NVIDIA Introduces New Jetson Thor Models for Physical AI

NVIDIA introduced the Jetson Thor T3000 and T2000 models for physical artificial intelligence projects. Revolutionary features for humanoid robots and edge artificial intelligence are in our news.

NVIDIA introduced the new Jetson Thor T3000 and T2000 solutions, which it developed to strengthen the physical artificial intelligence ecosystem. With this new hardware, the company aims to provide a scalable infrastructure for humanoid robots, industrial robotic systems and edge artificial intelligence applications. These platforms, announced at the event in Japan, promise high computing performance and power efficiency, especially by being powered by the Blackwell GPU architecture. With this move, NVIDIA aims to accelerate the spread of robotic technologies around the world and provide technological support to the physical artificial intelligence (Physical AI) processes of industry giants such as Boston Dynamics and Amazon Robotics.

  • The Jetson Thor T3000 model offers 865 TFLOPs of AI computing power for humanoid robots.
  • The T2000 version is an entry-level solution for edge AI applications with 400 TFLOPs performance.
  • NVIDIA significantly reduces the memory usage of devices thanks to software optimizations.
  • Both new modules are planned to be released in the first quarter of 2027.

Jetson Thor T3000 Meets High Performance Needs

NVIDIA Jetson Thor T3000 is positioned as a more compact and optimized version of the flagship T5000 series. Equipped with Blackwell GPU architecture, this system has 865 TFLOPs FP4 computing capacity. Operating with a power consumption of approximately 70 Watts, the T3000 provides the high memory bandwidth required for large language models and multi-mode artificial intelligence tasks with 32 GB LPDDR5X memory.
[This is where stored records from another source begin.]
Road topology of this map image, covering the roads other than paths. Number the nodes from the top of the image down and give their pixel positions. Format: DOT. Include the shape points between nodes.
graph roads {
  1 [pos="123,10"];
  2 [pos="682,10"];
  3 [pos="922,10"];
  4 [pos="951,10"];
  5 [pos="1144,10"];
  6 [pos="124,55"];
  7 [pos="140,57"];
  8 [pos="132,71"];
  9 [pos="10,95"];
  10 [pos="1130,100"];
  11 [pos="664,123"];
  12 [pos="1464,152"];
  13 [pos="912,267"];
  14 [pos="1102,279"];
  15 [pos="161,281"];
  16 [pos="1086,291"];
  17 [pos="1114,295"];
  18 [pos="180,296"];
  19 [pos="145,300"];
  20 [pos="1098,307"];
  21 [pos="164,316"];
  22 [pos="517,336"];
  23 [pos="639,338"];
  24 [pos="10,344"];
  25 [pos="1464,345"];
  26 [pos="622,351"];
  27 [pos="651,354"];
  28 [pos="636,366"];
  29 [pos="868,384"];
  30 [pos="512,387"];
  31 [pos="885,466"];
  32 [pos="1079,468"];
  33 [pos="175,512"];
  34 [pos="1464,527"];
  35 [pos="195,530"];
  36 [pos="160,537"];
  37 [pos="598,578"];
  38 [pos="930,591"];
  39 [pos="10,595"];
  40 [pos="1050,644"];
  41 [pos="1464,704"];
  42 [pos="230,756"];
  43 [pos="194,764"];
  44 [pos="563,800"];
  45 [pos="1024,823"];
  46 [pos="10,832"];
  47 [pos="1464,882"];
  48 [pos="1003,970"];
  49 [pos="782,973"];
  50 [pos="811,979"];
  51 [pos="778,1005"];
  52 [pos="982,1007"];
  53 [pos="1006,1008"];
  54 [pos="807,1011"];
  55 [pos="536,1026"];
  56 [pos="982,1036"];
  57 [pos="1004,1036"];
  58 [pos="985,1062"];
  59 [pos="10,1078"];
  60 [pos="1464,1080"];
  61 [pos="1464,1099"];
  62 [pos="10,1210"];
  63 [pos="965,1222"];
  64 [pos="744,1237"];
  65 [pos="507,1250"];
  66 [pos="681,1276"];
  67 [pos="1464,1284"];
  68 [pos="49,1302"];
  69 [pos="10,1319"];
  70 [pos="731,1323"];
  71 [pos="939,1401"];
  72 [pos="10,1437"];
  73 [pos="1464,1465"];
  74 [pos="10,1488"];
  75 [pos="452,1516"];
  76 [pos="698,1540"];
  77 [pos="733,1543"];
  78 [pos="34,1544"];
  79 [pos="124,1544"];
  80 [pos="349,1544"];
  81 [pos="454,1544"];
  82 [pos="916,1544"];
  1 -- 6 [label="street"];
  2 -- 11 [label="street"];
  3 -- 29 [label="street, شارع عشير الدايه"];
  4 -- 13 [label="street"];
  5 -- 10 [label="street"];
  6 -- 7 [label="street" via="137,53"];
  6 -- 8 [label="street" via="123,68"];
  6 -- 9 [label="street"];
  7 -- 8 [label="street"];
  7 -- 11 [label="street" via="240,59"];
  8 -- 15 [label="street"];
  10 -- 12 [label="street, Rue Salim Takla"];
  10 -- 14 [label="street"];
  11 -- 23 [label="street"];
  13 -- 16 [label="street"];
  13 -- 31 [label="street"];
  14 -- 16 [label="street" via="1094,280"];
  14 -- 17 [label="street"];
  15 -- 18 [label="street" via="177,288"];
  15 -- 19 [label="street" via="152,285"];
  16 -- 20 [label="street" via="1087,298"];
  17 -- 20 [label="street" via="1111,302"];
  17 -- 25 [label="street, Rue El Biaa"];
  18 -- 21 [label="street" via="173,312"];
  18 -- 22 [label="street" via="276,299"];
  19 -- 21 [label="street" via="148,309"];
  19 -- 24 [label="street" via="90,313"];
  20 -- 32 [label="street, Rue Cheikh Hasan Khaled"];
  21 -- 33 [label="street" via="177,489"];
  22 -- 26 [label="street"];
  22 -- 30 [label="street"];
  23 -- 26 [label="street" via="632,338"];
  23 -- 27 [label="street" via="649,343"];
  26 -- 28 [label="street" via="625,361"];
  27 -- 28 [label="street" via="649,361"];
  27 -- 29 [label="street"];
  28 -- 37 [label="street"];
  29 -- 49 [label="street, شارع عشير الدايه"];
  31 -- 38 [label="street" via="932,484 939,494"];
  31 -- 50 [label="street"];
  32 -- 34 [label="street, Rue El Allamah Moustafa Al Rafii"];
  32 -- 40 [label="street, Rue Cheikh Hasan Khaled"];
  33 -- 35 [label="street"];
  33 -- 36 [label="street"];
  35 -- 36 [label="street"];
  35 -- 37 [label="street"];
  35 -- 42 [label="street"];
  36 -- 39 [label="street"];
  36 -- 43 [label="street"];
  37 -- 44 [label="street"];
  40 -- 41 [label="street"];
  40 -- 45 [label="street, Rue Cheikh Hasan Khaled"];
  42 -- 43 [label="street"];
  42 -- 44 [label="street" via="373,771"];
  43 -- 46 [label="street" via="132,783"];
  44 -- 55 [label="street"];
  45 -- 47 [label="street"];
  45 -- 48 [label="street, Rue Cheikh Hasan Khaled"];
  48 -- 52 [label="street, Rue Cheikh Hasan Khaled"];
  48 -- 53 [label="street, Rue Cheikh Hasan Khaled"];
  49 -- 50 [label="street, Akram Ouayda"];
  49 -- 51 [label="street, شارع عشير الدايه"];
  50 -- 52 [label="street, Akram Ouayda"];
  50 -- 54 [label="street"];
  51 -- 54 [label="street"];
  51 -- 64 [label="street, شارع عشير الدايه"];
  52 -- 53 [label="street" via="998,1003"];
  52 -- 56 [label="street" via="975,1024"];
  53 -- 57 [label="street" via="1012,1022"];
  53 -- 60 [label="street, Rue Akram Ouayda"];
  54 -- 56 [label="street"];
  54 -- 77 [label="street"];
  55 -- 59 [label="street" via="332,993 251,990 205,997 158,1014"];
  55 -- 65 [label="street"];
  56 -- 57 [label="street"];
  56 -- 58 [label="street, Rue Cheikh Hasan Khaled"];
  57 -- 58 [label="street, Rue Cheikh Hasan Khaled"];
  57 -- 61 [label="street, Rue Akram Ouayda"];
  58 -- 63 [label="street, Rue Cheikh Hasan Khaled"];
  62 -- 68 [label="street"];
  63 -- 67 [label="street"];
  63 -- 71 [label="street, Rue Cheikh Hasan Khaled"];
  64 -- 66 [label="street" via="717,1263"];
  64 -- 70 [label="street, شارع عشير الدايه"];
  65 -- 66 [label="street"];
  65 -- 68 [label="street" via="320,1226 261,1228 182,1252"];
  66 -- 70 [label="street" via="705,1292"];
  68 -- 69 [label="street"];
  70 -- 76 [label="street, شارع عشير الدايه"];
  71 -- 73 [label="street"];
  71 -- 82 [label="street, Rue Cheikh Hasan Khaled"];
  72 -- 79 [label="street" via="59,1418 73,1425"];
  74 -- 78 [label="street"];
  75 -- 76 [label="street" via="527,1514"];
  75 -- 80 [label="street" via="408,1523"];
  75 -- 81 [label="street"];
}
The new platform takes the capacity of robotic systems to make sense of the complex world to the next level.

Jetson Thor T2000 Increases Productivity at the Edge

Jetson Thor T2000, designed for lighter workloads and portable autonomous robots, stands out with its 400 TFLOPs artificial intelligence performance. This model, which has a memory capacity of 16 GB, has a very low power consumption of 40 Watts. This efficiency provides a great advantage, especially in portable robotic applications where battery life is critical.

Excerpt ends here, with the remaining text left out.